Several ways to describe the level of agreement between two instruments have been described in the literature but because of its unique advantages, the approach published by Bland and Altman has been chosen for this study [10]. When the results of EORTC-QLQ-C-30 questionnaires and GIQLI questionnaires were compared in 116 patients undergoing elective resection of colorectal cancer, correlation was good for global QoL (r=0.55), PF (r=0.63), and EF (r=0.58) suggesting that higher scores in the EORTC-QLQ-C30 will be accompanied by higher scores in the GIQLI. Surprisingly, no correlation of SF scores on the two instruments (r=−0.04) were found when the results of all 306 interviews were analyzed.
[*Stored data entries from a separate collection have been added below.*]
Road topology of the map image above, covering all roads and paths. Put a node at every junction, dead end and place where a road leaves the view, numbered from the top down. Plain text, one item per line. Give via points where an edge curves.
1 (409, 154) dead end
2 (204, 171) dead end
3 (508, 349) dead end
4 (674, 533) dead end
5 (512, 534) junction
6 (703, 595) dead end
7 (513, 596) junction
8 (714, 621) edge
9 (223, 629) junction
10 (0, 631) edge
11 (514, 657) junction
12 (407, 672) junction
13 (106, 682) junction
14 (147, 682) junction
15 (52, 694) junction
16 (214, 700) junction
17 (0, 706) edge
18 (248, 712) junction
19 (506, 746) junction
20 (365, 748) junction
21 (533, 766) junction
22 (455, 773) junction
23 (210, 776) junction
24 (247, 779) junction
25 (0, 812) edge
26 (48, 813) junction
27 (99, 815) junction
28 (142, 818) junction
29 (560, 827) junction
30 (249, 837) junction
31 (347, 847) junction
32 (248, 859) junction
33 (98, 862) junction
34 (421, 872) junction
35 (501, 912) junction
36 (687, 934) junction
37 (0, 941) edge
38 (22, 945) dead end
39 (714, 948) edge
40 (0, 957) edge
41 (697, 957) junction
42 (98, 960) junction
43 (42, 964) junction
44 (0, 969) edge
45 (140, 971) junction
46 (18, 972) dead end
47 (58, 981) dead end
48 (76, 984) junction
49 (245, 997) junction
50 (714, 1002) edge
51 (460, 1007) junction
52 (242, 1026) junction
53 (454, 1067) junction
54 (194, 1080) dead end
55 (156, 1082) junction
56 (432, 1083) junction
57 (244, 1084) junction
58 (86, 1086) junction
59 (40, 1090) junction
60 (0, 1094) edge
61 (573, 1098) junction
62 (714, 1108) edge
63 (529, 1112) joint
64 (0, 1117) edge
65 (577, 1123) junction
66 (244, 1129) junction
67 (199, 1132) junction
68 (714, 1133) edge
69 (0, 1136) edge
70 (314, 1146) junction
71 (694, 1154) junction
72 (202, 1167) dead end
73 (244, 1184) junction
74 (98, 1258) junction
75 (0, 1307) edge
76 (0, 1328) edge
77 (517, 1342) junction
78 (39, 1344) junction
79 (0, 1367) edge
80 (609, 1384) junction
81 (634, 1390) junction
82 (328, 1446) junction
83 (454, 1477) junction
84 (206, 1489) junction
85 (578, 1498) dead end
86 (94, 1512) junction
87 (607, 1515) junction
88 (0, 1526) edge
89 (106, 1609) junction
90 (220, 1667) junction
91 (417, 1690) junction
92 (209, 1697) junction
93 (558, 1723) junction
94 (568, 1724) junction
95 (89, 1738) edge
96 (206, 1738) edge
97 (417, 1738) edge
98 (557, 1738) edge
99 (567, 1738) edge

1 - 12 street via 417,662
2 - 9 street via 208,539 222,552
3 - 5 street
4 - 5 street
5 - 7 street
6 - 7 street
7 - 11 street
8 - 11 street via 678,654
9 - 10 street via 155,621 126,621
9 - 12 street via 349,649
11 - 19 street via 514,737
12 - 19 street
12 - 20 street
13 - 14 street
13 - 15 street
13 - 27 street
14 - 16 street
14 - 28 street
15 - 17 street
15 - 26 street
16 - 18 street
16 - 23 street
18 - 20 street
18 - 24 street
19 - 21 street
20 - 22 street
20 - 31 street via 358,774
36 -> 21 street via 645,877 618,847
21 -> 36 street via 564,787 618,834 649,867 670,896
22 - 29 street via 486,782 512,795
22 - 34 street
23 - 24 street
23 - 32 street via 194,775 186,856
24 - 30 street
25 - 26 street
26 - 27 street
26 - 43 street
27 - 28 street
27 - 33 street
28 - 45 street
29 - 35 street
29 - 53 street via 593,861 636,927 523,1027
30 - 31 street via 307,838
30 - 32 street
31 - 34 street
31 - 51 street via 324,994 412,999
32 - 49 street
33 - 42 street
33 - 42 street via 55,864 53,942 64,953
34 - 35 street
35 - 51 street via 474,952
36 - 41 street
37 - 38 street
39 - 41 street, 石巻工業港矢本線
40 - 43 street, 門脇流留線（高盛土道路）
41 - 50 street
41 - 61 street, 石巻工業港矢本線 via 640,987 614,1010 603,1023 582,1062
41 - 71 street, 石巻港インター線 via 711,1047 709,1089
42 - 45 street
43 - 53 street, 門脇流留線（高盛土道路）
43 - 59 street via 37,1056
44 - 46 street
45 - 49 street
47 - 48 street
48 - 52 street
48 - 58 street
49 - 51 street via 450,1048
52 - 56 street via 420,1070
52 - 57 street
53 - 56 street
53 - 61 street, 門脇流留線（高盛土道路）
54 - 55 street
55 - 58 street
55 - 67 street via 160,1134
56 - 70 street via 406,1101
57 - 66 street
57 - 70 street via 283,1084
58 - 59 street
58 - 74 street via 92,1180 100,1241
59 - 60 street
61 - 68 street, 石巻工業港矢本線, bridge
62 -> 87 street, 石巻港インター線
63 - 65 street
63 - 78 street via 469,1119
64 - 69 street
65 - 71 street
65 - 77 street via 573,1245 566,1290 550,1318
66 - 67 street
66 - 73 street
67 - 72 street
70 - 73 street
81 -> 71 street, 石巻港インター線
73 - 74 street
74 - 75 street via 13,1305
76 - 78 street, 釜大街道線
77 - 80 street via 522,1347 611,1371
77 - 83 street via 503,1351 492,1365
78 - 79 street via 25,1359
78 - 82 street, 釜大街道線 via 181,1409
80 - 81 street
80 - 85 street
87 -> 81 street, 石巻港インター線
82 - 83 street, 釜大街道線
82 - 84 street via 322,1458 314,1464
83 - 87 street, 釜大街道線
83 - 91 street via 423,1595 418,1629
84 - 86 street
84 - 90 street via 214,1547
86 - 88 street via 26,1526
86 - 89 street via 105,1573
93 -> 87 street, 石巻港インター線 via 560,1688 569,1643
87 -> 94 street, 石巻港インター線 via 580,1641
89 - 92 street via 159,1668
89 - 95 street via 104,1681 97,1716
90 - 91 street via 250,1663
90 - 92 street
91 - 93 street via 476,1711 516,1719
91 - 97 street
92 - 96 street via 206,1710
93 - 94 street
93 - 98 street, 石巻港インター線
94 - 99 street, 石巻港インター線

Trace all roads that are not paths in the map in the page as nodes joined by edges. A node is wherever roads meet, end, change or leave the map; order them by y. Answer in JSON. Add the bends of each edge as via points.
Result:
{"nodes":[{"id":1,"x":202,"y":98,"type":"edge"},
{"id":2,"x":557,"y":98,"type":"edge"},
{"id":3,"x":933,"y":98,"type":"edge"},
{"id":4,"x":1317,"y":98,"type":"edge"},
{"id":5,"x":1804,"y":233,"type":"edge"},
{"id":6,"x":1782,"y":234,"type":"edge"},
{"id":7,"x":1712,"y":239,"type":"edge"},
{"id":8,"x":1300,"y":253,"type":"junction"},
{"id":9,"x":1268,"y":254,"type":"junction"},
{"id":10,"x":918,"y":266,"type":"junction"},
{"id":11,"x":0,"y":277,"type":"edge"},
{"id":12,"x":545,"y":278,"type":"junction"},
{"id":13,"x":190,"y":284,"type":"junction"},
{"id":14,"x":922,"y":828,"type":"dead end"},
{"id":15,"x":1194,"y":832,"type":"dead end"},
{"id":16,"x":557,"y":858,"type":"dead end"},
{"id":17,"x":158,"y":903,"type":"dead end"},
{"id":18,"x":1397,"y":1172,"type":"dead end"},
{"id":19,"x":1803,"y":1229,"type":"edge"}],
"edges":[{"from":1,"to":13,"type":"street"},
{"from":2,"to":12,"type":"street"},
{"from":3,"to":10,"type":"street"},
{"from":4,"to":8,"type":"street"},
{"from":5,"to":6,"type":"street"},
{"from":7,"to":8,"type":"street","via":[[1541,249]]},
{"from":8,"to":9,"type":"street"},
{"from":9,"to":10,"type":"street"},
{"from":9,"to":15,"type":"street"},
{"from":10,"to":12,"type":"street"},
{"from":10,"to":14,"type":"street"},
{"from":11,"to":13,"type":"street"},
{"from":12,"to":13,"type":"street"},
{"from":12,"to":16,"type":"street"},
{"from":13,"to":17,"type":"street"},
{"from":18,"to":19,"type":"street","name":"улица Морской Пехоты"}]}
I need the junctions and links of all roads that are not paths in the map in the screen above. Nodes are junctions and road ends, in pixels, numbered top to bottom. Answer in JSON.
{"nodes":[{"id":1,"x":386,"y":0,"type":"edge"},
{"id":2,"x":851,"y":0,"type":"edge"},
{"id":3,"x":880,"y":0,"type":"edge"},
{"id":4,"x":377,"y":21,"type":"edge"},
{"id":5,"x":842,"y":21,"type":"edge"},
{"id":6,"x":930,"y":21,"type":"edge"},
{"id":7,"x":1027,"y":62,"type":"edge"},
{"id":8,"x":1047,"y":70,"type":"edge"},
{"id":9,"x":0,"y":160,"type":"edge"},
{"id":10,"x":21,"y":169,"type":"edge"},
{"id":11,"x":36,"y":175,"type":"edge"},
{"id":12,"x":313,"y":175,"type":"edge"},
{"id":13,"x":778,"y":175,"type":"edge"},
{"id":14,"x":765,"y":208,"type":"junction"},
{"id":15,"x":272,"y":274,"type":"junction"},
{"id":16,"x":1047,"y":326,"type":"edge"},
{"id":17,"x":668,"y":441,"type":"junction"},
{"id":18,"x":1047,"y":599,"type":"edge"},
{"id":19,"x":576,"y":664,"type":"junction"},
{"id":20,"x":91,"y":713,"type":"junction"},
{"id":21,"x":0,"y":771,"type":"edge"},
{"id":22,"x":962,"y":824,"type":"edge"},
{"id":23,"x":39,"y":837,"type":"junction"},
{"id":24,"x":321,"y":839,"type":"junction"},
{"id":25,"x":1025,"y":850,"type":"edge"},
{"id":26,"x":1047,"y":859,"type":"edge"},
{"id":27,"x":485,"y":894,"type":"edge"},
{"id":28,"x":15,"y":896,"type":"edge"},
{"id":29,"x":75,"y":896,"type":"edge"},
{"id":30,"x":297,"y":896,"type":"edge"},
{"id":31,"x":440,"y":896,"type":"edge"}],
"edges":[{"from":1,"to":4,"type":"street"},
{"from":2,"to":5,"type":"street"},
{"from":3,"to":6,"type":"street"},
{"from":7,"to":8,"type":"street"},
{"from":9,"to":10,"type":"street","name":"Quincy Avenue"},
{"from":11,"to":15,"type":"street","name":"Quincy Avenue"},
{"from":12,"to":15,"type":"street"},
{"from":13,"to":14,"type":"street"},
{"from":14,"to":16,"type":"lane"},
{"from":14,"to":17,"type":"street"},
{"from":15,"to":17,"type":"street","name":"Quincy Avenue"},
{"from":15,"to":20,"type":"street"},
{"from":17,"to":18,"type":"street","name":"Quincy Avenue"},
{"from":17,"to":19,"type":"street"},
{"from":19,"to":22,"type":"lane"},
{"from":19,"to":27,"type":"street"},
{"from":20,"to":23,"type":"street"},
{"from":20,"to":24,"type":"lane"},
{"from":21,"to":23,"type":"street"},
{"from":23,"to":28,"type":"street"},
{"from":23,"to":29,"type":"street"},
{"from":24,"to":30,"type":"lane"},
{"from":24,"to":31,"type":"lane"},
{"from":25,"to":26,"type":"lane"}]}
By estimating the unknown “true” QoL value, calculating the difference between the two instruments and plotting both values in relation to each other, the following information can be obtained from our data: (1) QoL scores from EORTC-QLQ-C30 are 13 points lower on average than GIQLI scores; (2) the differences between the two instruments increase with increasing QoL scores; (3) with a mean “true” QoL value of 62 points, the standard deviation of the difference between the two instruments is quite high (19 points=31% of the mean “true” value); (4) the 95% confidence interval of the mean difference between the two instruments is very large (−51 to 24 points = −84 to 39% of the mean “true” value). Although correlation coefficients of greater than 0.5 are considered excellent in sociographic or psychological research, analysis of the level of agreement between the two instruments revealed large differences between the two instruments for QoL, PF, EF, and SF. These differences prohibit direct comparison of EORTC-QLQ-C30 data and GIQLI data.

Conclusion

The comparison of QoL data obtained with the EORTC-QLQ-C30 and the GIQLI after elective colorectal cancer resection is problematic. In general, higher EORTC-QLQ-C30 scores will be associated with higher GIQLI indices. However, detailed analysis revealed that individual QoL scores from the two questionnaires may differ by as much as 30% (95%CI: −84 to 39%). At the same time the EORTC-QLQ-C30 was more sensitive in detecting the impairment of QoL in the early post-operative period. This greater sensitivity is the main reason for us to continue using the EORTC-QLQ-C30 as a standard instrument to assess peri-operative changes of QoL in patients undergoing colorectal surgery. However, this may not hold true for other surgical procedures. Especially after upper gastrointestinal surgery the GIQLI might have an increased sensitivity. In general, there is a need for more research in this field to develop symptom-related instruments for reliable and valid assessment of short-term post-operative QoL.